[Start of section]

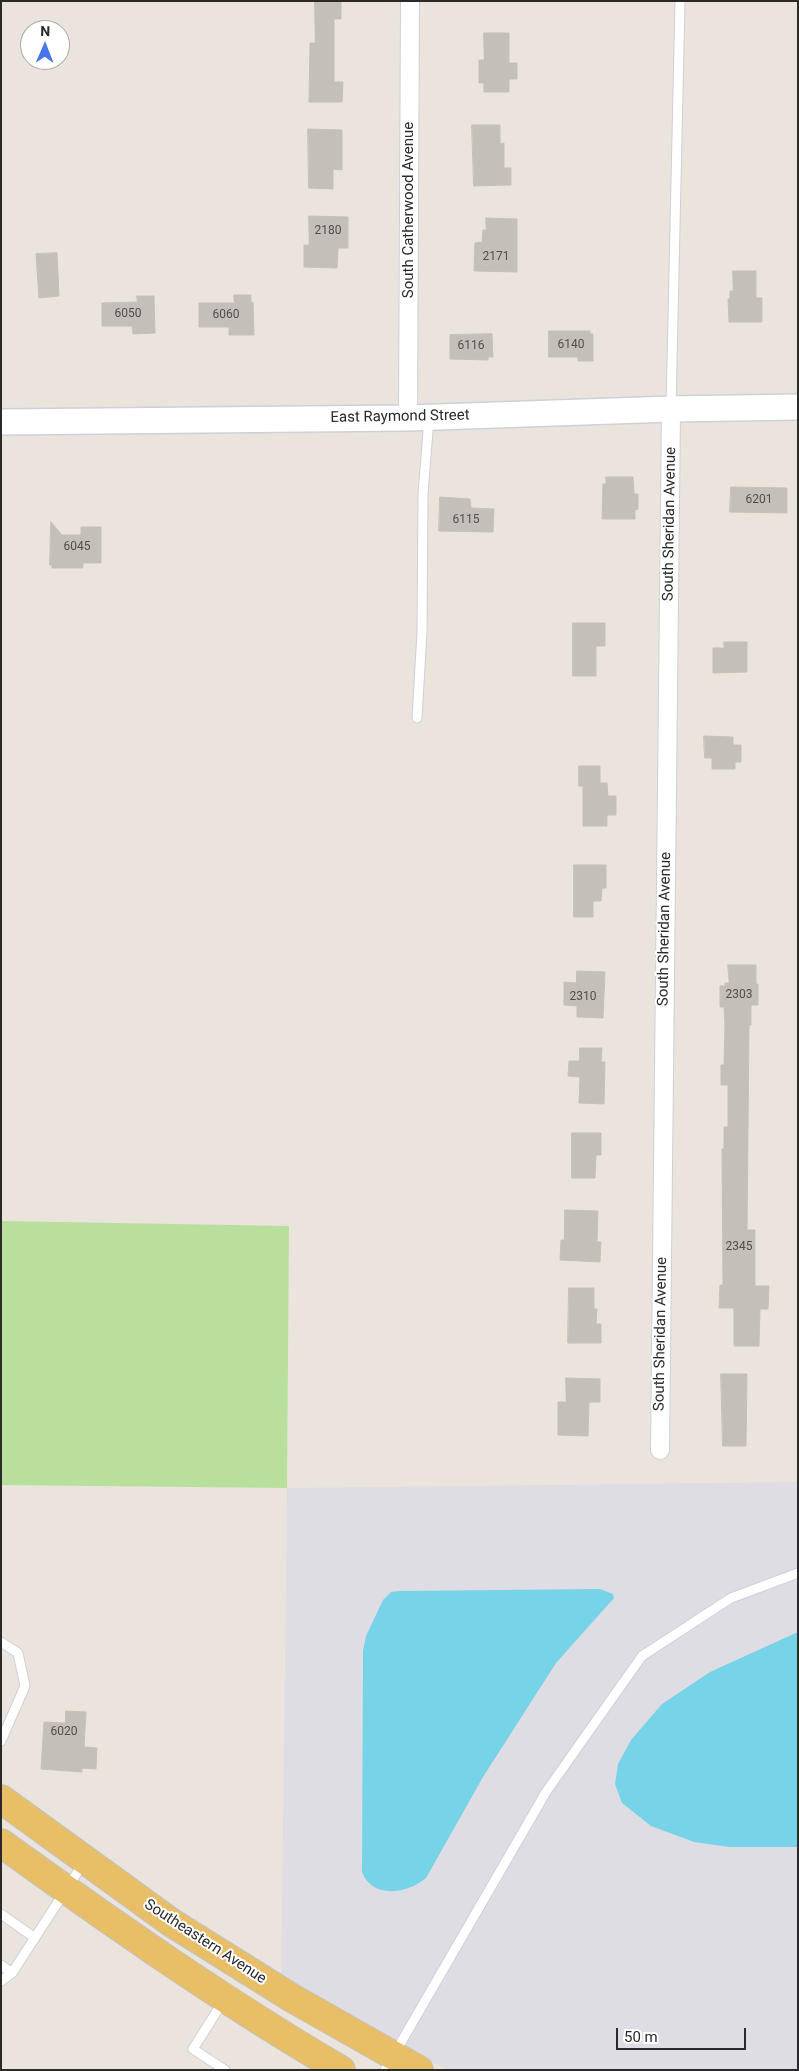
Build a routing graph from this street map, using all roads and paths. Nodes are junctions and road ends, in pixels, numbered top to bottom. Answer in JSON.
{"nodes":[{"id":1,"x":410,"y":1,"type":"edge"},
{"id":2,"x":680,"y":1,"type":"edge"},
{"id":3,"x":798,"y":407,"type":"edge"},
{"id":4,"x":671,"y":408,"type":"junction"},
{"id":5,"x":419,"y":418,"type":"junction"},
{"id":6,"x":1,"y":422,"type":"edge"},
{"id":7,"x":417,"y":718,"type":"dead end"},
{"id":8,"x":660,"y":1450,"type":"dead end"},
{"id":9,"x":798,"y":1573,"type":"edge"},
{"id":10,"x":1,"y":1642,"type":"edge"},
{"id":11,"x":1,"y":1741,"type":"edge"},
{"id":12,"x":1,"y":1799,"type":"edge"},
{"id":13,"x":1,"y":1843,"type":"edge"},
{"id":14,"x":85,"y":1860,"type":"junction"},
{"id":15,"x":67,"y":1890,"type":"junction"},
{"id":16,"x":1,"y":1914,"type":"edge"},
{"id":17,"x":35,"y":1938,"type":"junction"},
{"id":18,"x":1,"y":1966,"type":"edge"},
{"id":19,"x":12,"y":1972,"type":"junction"},
{"id":20,"x":1,"y":1981,"type":"edge"},
{"id":21,"x":226,"y":1998,"type":"junction"},
{"id":22,"x":389,"y":2063,"type":"edge"},
{"id":23,"x":225,"y":2070,"type":"edge"},
{"id":24,"x":341,"y":2070,"type":"edge"},
{"id":25,"x":419,"y":2070,"type":"edge"}],
"edges":[{"from":1,"to":5,"type":"street","name":"South Catherwood Avenue"},
{"from":2,"to":4,"type":"lane"},
{"from":3,"to":4,"type":"main road","name":"East Raymond Street"},
{"from":4,"to":5,"type":"main road","name":"East Raymond Street"},
{"from":4,"to":8,"type":"street","name":"South Sheridan Avenue"},
{"from":5,"to":6,"type":"main road","name":"East Raymond Street"},
{"from":5,"to":7,"type":"lane"},
{"from":9,"to":22,"type":"lane"},
{"from":10,"to":11,"type":"lane"},
{"from":12,"to":14,"type":"main road","name":"Southeastern Avenue"},
{"from":13,"to":15,"type":"main road"},
{"from":14,"to":15,"type":"lane"},
{"from":14,"to":22,"type":"main road","name":"Southeastern Avenue"},
{"from":15,"to":17,"type":"lane"},
{"from":15,"to":21,"type":"main road"},
{"from":16,"to":17,"type":"lane"},
{"from":17,"to":19,"type":"lane"},
{"from":18,"to":19,"type":"lane"},
{"from":19,"to":20,"type":"lane"},
{"from":21,"to":23,"type":"lane"},
{"from":21,"to":24,"type":"main road"},
{"from":22,"to":25,"type":"main road","name":"Southeastern Avenue"}]}
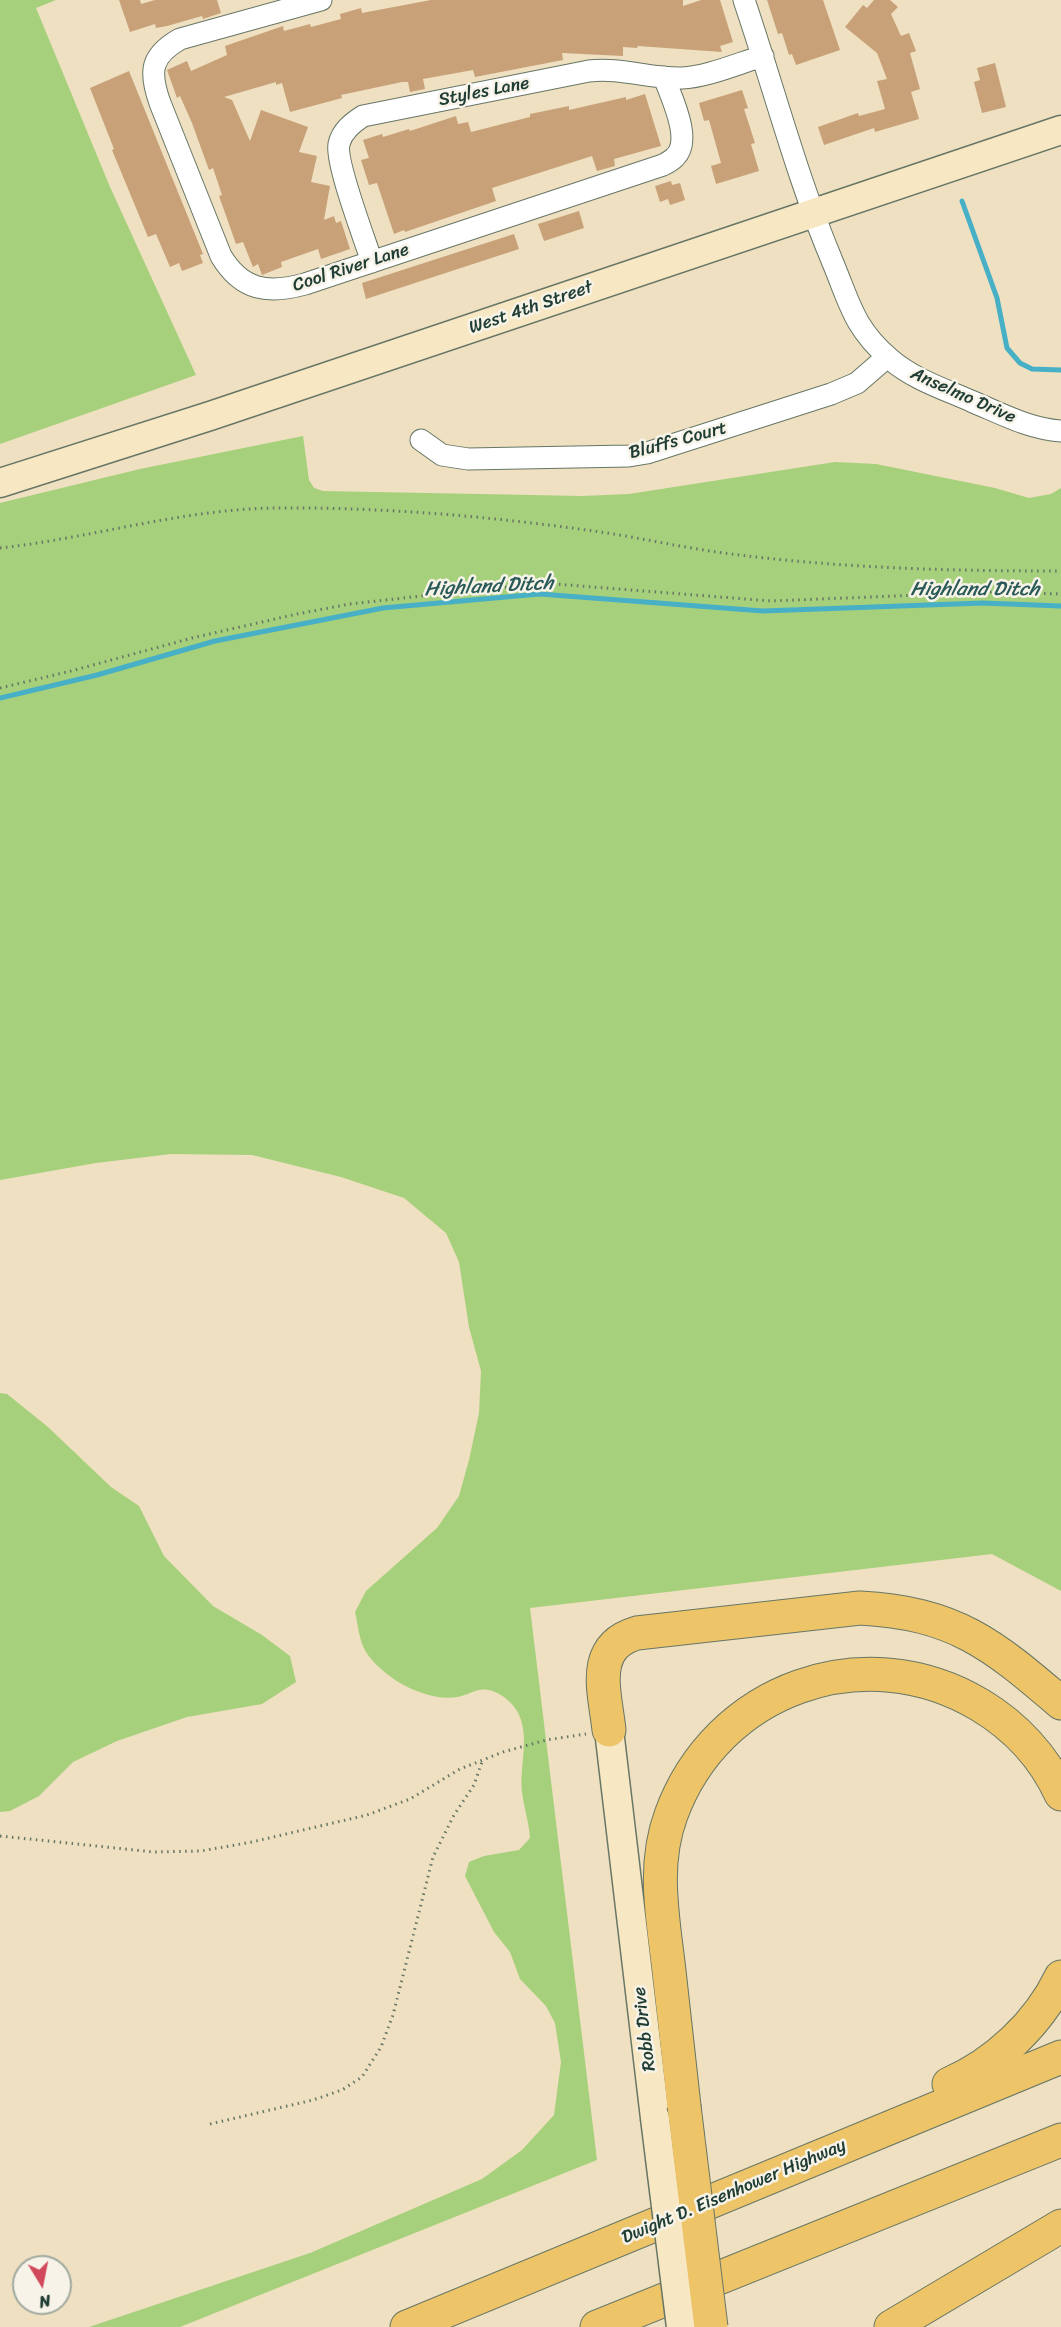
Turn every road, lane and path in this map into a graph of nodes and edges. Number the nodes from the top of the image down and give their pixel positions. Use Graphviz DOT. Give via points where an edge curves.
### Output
graph roads {
  1 [pos="321,0"];
  2 [pos="744,0"];
  3 [pos="763,56"];
  4 [pos="664,77"];
  5 [pos="1061,130"];
  6 [pos="812,214"];
  7 [pos="372,262"];
  8 [pos="887,357"];
  9 [pos="1061,431"];
  10 [pos="421,440"];
  11 [pos="0,483"];
  12 [pos="0,548"];
  13 [pos="1061,571"];
  14 [pos="1061,594"];
  15 [pos="0,688"];
  16 [pos="1061,1703"];
  17 [pos="609,1730"];
  18 [pos="483,1759"];
  19 [pos="1061,1794"];
  20 [pos="0,1836"];
  21 [pos="1061,1977"];
  22 [pos="1061,2057"];
  23 [pos="670,2112"];
  24 [pos="210,2124"];
  25 [pos="1061,2140"];
  26 [pos="1061,2226"];
  27 [pos="585,2254"];
  28 [pos="407,2327"];
  29 [pos="597,2327"];
  30 [pos="681,2327"];
  31 [pos="711,2327"];
  32 [pos="891,2327"];
  1 -- 7 [label="street, Cool River Lane" via="180,39 158,56 153,83 221,256 241,281 274,290 290,289"];
  2 -- 3 [label="street"];
  3 -- 4 [label="street, Styles Lane" via="691,78"];
  3 -- 6 [label="street"];
  4 -- 7 [label="street, Cool River Lane" via="683,134 676,157 663,165"];
  4 -- 7 [label="street, Styles Lane" via="589,70 363,116 341,137 338,156"];
  5 -- 6 [label="main road, West 4th Street"];
  6 -- 8 [label="street, Anselmo Drive" via="851,311 862,330"];
  6 -- 11 [label="main road, West 4th Street"];
  8 -- 9 [label="street, Anselmo Drive" via="923,380 1008,418"];
  8 -- 10 [label="street, Bluffs Court" via="857,383 831,394 647,453 468,459 442,455"];
  12 -- 13 [label="path" via="197,514 277,508 481,517 776,559 928,570"];
  14 -- 15 [label="path" via="992,592 771,601 555,585 493,588 297,614"];
  16 -- 17 [label="highway" via="997,1650 953,1625 892,1610 860,1608 625,1637 610,1650 603,1668"];
  17 -- 18 [label="path" via="546,1740"];
  17 -- 23 [label="main road, Robb Drive"];
  18 -- 20 [label="path" via="410,1799 367,1815 201,1851 154,1852"];
  18 -- 24 [label="path" via="474,1785 433,1857 393,2015 381,2047 362,2077 342,2090 313,2100"];
  19 -- 23 [label="highway" via="1040,1758 995,1714 940,1685 909,1677 879,1673 817,1681 787,1691 733,1724 711,1745 693,1771 671,1813 661,1853"];
  21 -- 27 [label="highway" via="1039,2014 992,2059 961,2079 627,2218"];
  22 -- 27 [label="highway, Dwight D. Eisenhower Highway"];
  23 -- 30 [label="main road, Robb Drive, bridge"];
  23 -- 31 [label="highway, bridge"];
  25 -- 29 [label="highway"];
  26 -- 32 [label="highway"];
  27 -- 28 [label="highway, Dwight D. Eisenhower Highway"];
}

[End of section]

A verbatim copy of the data, with all pictures omitted, is the required output.

Build a routing graph from this street map, using all roads and paths. Nodes are junctions and road ends, in pixels, numbered top to bottom. Answer in JSON.
{"nodes":[{"id":1,"x":410,"y":1,"type":"edge"},
{"id":2,"x":680,"y":1,"type":"edge"},
{"id":3,"x":798,"y":407,"type":"edge"},
{"id":4,"x":671,"y":408,"type":"junction"},
{"id":5,"x":419,"y":418,"type":"junction"},
{"id":6,"x":1,"y":422,"type":"edge"},
{"id":7,"x":417,"y":718,"type":"dead end"},
{"id":8,"x":660,"y":1450,"type":"dead end"},
{"id":9,"x":798,"y":1573,"type":"edge"},
{"id":10,"x":1,"y":1642,"type":"edge"},
{"id":11,"x":1,"y":1741,"type":"edge"},
{"id":12,"x":1,"y":1799,"type":"edge"},
{"id":13,"x":1,"y":1843,"type":"edge"},
{"id":14,"x":85,"y":1860,"type":"junction"},
{"id":15,"x":67,"y":1890,"type":"junction"},
{"id":16,"x":1,"y":1914,"type":"edge"},
{"id":17,"x":35,"y":1938,"type":"junction"},
{"id":18,"x":1,"y":1966,"type":"edge"},
{"id":19,"x":12,"y":1972,"type":"junction"},
{"id":20,"x":1,"y":1981,"type":"edge"},
{"id":21,"x":226,"y":1998,"type":"junction"},
{"id":22,"x":389,"y":2063,"type":"edge"},
{"id":23,"x":225,"y":2070,"type":"edge"},
{"id":24,"x":341,"y":2070,"type":"edge"},
{"id":25,"x":419,"y":2070,"type":"edge"}],
"edges":[{"from":1,"to":5,"type":"street","name":"South Catherwood Avenue"},
{"from":2,"to":4,"type":"lane"},
{"from":3,"to":4,"type":"main road","name":"East Raymond Street"},
{"from":4,"to":5,"type":"main road","name":"East Raymond Street"},
{"from":4,"to":8,"type":"street","name":"South Sheridan Avenue"},
{"from":5,"to":6,"type":"main road","name":"East Raymond Street"},
{"from":5,"to":7,"type":"lane"},
{"from":9,"to":22,"type":"lane"},
{"from":10,"to":11,"type":"lane"},
{"from":12,"to":14,"type":"main road","name":"Southeastern Avenue"},
{"from":13,"to":15,"type":"main road"},
{"from":14,"to":15,"type":"lane"},
{"from":14,"to":22,"type":"main road","name":"Southeastern Avenue"},
{"from":15,"to":17,"type":"lane"},
{"from":15,"to":21,"type":"main road"},
{"from":16,"to":17,"type":"lane"},
{"from":17,"to":19,"type":"lane"},
{"from":18,"to":19,"type":"lane"},
{"from":19,"to":20,"type":"lane"},
{"from":21,"to":23,"type":"lane"},
{"from":21,"to":24,"type":"main road"},
{"from":22,"to":25,"type":"main road","name":"Southeastern Avenue"}]}
Turn every road, lane and path in this map into a graph of nodes and edges. Number the nodes from the top of the image down and give their pixel positions. Use Graphviz DOT. Give via points where an edge curves.
### Output
graph roads {
  1 [pos="321,0"];
  2 [pos="744,0"];
  3 [pos="763,56"];
  4 [pos="664,77"];
  5 [pos="1061,130"];
  6 [pos="812,214"];
  7 [pos="372,262"];
  8 [pos="887,357"];
  9 [pos="1061,431"];
  10 [pos="421,440"];
  11 [pos="0,483"];
  12 [pos="0,548"];
  13 [pos="1061,571"];
  14 [pos="1061,594"];
  15 [pos="0,688"];
  16 [pos="1061,1703"];
  17 [pos="609,1730"];
  18 [pos="483,1759"];
  19 [pos="1061,1794"];
  20 [pos="0,1836"];
  21 [pos="1061,1977"];
  22 [pos="1061,2057"];
  23 [pos="670,2112"];
  24 [pos="210,2124"];
  25 [pos="1061,2140"];
  26 [pos="1061,2226"];
  27 [pos="585,2254"];
  28 [pos="407,2327"];
  29 [pos="597,2327"];
  30 [pos="681,2327"];
  31 [pos="711,2327"];
  32 [pos="891,2327"];
  1 -- 7 [label="street, Cool River Lane" via="180,39 158,56 153,83 221,256 241,281 274,290 290,289"];
  2 -- 3 [label="street"];
  3 -- 4 [label="street, Styles Lane" via="691,78"];
  3 -- 6 [label="street"];
  4 -- 7 [label="street, Cool River Lane" via="683,134 676,157 663,165"];
  4 -- 7 [label="street, Styles Lane" via="589,70 363,116 341,137 338,156"];
  5 -- 6 [label="main road, West 4th Street"];
  6 -- 8 [label="street, Anselmo Drive" via="851,311 862,330"];
  6 -- 11 [label="main road, West 4th Street"];
  8 -- 9 [label="street, Anselmo Drive" via="923,380 1008,418"];
  8 -- 10 [label="street, Bluffs Court" via="857,383 831,394 647,453 468,459 442,455"];
  12 -- 13 [label="path" via="197,514 277,508 481,517 776,559 928,570"];
  14 -- 15 [label="path" via="992,592 771,601 555,585 493,588 297,614"];
  16 -- 17 [label="highway" via="997,1650 953,1625 892,1610 860,1608 625,1637 610,1650 603,1668"];
  17 -- 18 [label="path" via="546,1740"];
  17 -- 23 [label="main road, Robb Drive"];
  18 -- 20 [label="path" via="410,1799 367,1815 201,1851 154,1852"];
  18 -- 24 [label="path" via="474,1785 433,1857 393,2015 381,2047 362,2077 342,2090 313,2100"];
  19 -- 23 [label="highway" via="1040,1758 995,1714 940,1685 909,1677 879,1673 817,1681 787,1691 733,1724 711,1745 693,1771 671,1813 661,1853"];
  21 -- 27 [label="highway" via="1039,2014 992,2059 961,2079 627,2218"];
  22 -- 27 [label="highway, Dwight D. Eisenhower Highway"];
  23 -- 30 [label="main road, Robb Drive, bridge"];
  23 -- 31 [label="highway, bridge"];
  25 -- 29 [label="highway"];
  26 -- 32 [label="highway"];
  27 -- 28 [label="highway, Dwight D. Eisenhower Highway"];
}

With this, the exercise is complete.